▶ _RECORD EXCERPTS_

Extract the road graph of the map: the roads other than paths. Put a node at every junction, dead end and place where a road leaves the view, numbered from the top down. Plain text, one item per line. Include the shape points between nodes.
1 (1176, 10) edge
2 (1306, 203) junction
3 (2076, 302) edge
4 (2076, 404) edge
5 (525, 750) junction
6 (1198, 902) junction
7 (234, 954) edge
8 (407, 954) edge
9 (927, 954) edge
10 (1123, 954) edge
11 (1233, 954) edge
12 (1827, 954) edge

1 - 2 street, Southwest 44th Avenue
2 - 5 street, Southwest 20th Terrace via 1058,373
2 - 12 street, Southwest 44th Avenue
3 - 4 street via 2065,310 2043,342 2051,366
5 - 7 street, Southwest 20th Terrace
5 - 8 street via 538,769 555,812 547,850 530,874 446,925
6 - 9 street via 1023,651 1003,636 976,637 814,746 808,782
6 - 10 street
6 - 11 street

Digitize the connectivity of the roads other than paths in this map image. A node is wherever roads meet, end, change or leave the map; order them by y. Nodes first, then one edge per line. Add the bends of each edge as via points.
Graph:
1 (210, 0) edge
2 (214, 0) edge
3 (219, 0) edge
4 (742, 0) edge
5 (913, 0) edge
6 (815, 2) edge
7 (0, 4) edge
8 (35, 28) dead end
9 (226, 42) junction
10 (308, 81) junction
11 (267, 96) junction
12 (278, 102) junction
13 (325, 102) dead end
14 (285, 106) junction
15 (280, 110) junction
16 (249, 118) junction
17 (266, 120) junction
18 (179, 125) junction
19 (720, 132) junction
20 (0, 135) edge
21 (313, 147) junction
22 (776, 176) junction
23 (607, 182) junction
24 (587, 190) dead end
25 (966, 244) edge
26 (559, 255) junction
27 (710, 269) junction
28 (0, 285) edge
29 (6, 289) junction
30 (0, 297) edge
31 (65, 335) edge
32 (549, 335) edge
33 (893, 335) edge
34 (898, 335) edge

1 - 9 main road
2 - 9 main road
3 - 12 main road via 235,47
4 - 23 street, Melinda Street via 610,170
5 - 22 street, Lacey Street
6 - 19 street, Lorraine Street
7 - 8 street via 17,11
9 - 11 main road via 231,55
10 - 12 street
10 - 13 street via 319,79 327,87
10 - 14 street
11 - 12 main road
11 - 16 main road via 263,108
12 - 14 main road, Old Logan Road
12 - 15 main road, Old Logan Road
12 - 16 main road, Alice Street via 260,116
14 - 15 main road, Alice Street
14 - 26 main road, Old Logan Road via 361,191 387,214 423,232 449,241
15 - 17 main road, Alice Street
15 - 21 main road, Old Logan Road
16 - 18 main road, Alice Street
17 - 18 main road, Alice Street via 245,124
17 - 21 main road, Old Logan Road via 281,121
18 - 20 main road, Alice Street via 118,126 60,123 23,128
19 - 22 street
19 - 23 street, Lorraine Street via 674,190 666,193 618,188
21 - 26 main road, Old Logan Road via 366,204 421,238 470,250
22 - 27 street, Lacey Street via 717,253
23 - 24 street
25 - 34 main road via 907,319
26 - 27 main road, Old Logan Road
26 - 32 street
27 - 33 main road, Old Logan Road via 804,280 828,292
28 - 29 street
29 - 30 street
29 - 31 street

▶ _INSTRUCTIONS TO FOLLOW_
A complete, exact copy of the records is what is needed.

▶ _FINISHED TASK_
Extract the road graph of the map: the roads other than paths. Put a node at every junction, dead end and place where a road leaves the view, numbered from the top down. Plain text, one item per line. Include the shape points between nodes.
1 (1176, 10) edge
2 (1306, 203) junction
3 (2076, 302) edge
4 (2076, 404) edge
5 (525, 750) junction
6 (1198, 902) junction
7 (234, 954) edge
8 (407, 954) edge
9 (927, 954) edge
10 (1123, 954) edge
11 (1233, 954) edge
12 (1827, 954) edge

1 - 2 street, Southwest 44th Avenue
2 - 5 street, Southwest 20th Terrace via 1058,373
2 - 12 street, Southwest 44th Avenue
3 - 4 street via 2065,310 2043,342 2051,366
5 - 7 street, Southwest 20th Terrace
5 - 8 street via 538,769 555,812 547,850 530,874 446,925
6 - 9 street via 1023,651 1003,636 976,637 814,746 808,782
6 - 10 street
6 - 11 street

Digitize the connectivity of the roads other than paths in this map image. A node is wherever roads meet, end, change or leave the map; order them by y. Nodes first, then one edge per line. Add the bends of each edge as via points.
Graph:
1 (210, 0) edge
2 (214, 0) edge
3 (219, 0) edge
4 (742, 0) edge
5 (913, 0) edge
6 (815, 2) edge
7 (0, 4) edge
8 (35, 28) dead end
9 (226, 42) junction
10 (308, 81) junction
11 (267, 96) junction
12 (278, 102) junction
13 (325, 102) dead end
14 (285, 106) junction
15 (280, 110) junction
16 (249, 118) junction
17 (266, 120) junction
18 (179, 125) junction
19 (720, 132) junction
20 (0, 135) edge
21 (313, 147) junction
22 (776, 176) junction
23 (607, 182) junction
24 (587, 190) dead end
25 (966, 244) edge
26 (559, 255) junction
27 (710, 269) junction
28 (0, 285) edge
29 (6, 289) junction
30 (0, 297) edge
31 (65, 335) edge
32 (549, 335) edge
33 (893, 335) edge
34 (898, 335) edge

1 - 9 main road
2 - 9 main road
3 - 12 main road via 235,47
4 - 23 street, Melinda Street via 610,170
5 - 22 street, Lacey Street
6 - 19 street, Lorraine Street
7 - 8 street via 17,11
9 - 11 main road via 231,55
10 - 12 street
10 - 13 street via 319,79 327,87
10 - 14 street
11 - 12 main road
11 - 16 main road via 263,108
12 - 14 main road, Old Logan Road
12 - 15 main road, Old Logan Road
12 - 16 main road, Alice Street via 260,116
14 - 15 main road, Alice Street
14 - 26 main road, Old Logan Road via 361,191 387,214 423,232 449,241
15 - 17 main road, Alice Street
15 - 21 main road, Old Logan Road
16 - 18 main road, Alice Street
17 - 18 main road, Alice Street via 245,124
17 - 21 main road, Old Logan Road via 281,121
18 - 20 main road, Alice Street via 118,126 60,123 23,128
19 - 22 street
19 - 23 street, Lorraine Street via 674,190 666,193 618,188
21 - 26 main road, Old Logan Road via 366,204 421,238 470,250
22 - 27 street, Lacey Street via 717,253
23 - 24 street
25 - 34 main road via 907,319
26 - 27 main road, Old Logan Road
26 - 32 street
27 - 33 main road, Old Logan Road via 804,280 828,292
28 - 29 street
29 - 30 street
29 - 31 street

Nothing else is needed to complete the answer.